→ Description of the task
Leaving the pictures aside, transcribe the data below exactly.
-=-=-
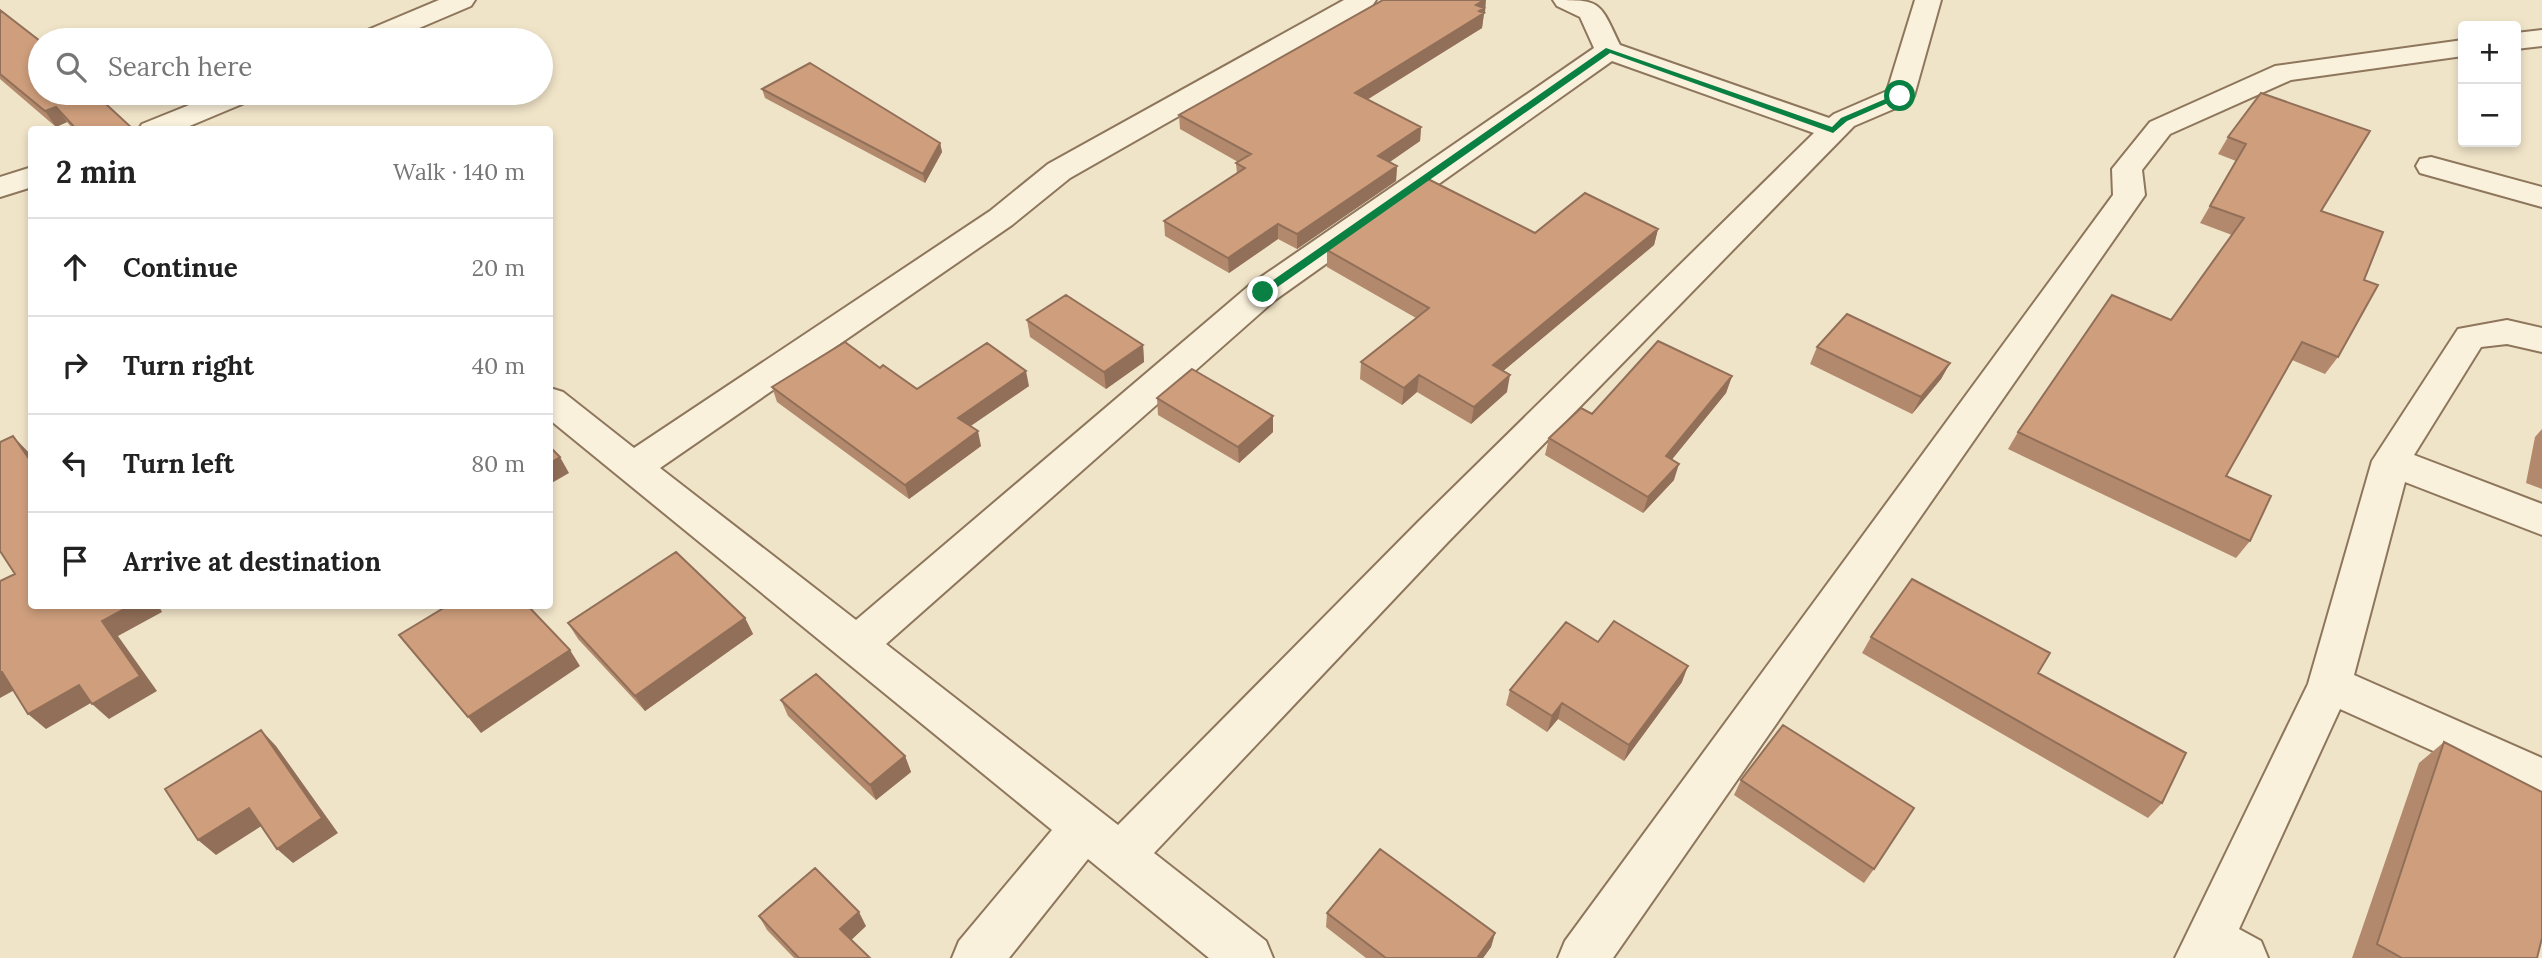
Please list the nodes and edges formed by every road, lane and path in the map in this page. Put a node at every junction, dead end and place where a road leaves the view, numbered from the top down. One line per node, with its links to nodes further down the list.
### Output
1 (462, 0): 5 (street)
2 (1363, 0): 21 (street)
3 (1566, 0): 9 (street)
4 (1928, 0): 13 (street)
5 (396, 28)
6 (2542, 38): 7 (street)
7 (2521, 40)
8 (2458, 49): 30 (street)
9 (1609, 50): 13 (street); 23 (street)
10 (226, 105): 11 (street)
11 (201, 122): 12 (street)
12 (177, 126)
13 (1833, 130): 26 (street)
14 (2431, 166): 17 (street)
15 (28, 178): 16 (street)
16 (0, 188)
17 (2542, 197)
18 (2542, 340): 20 (street)
19 (553, 403): 21 (street)
20 (2391, 461): 22 (street); 24 (street)
21 (632, 468): 23 (street)
22 (2542, 520)
23 (855, 646): 26 (street)
24 (2330, 684): 25 (street); 27 (street)
25 (2542, 780)
26 (1102, 842): 28 (street); 29 (street)
27 (2218, 952)
28 (977, 958)
29 (1248, 958)
30 (1583, 958)

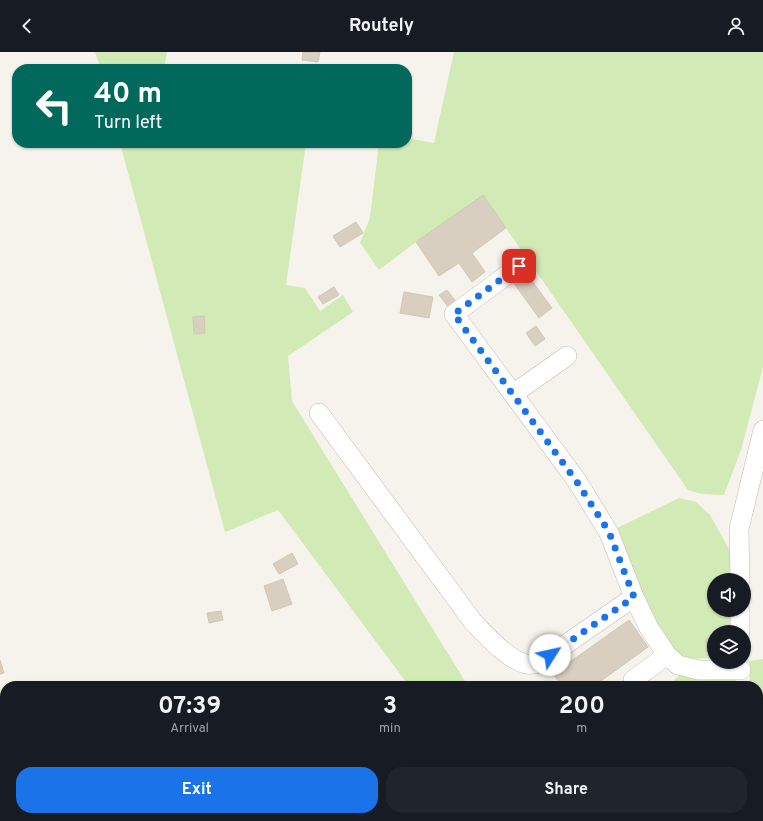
-=-=-
→ Expected answer
Please list the nodes and edges formed by every road, lane and path in the map in this page. Put a node at every junction, dead end and place where a road leaves the view, numbered from the top down. One line per node, with its links to nodes further down the list.
### Output
1 (462, 0): 5 (street)
2 (1363, 0): 21 (street)
3 (1566, 0): 9 (street)
4 (1928, 0): 13 (street)
5 (396, 28)
6 (2542, 38): 7 (street)
7 (2521, 40)
8 (2458, 49): 30 (street)
9 (1609, 50): 13 (street); 23 (street)
10 (226, 105): 11 (street)
11 (201, 122): 12 (street)
12 (177, 126)
13 (1833, 130): 26 (street)
14 (2431, 166): 17 (street)
15 (28, 178): 16 (street)
16 (0, 188)
17 (2542, 197)
18 (2542, 340): 20 (street)
19 (553, 403): 21 (street)
20 (2391, 461): 22 (street); 24 (street)
21 (632, 468): 23 (street)
22 (2542, 520)
23 (855, 646): 26 (street)
24 (2330, 684): 25 (street); 27 (street)
25 (2542, 780)
26 (1102, 842): 28 (street); 29 (street)
27 (2218, 952)
28 (977, 958)
29 (1248, 958)
30 (1583, 958)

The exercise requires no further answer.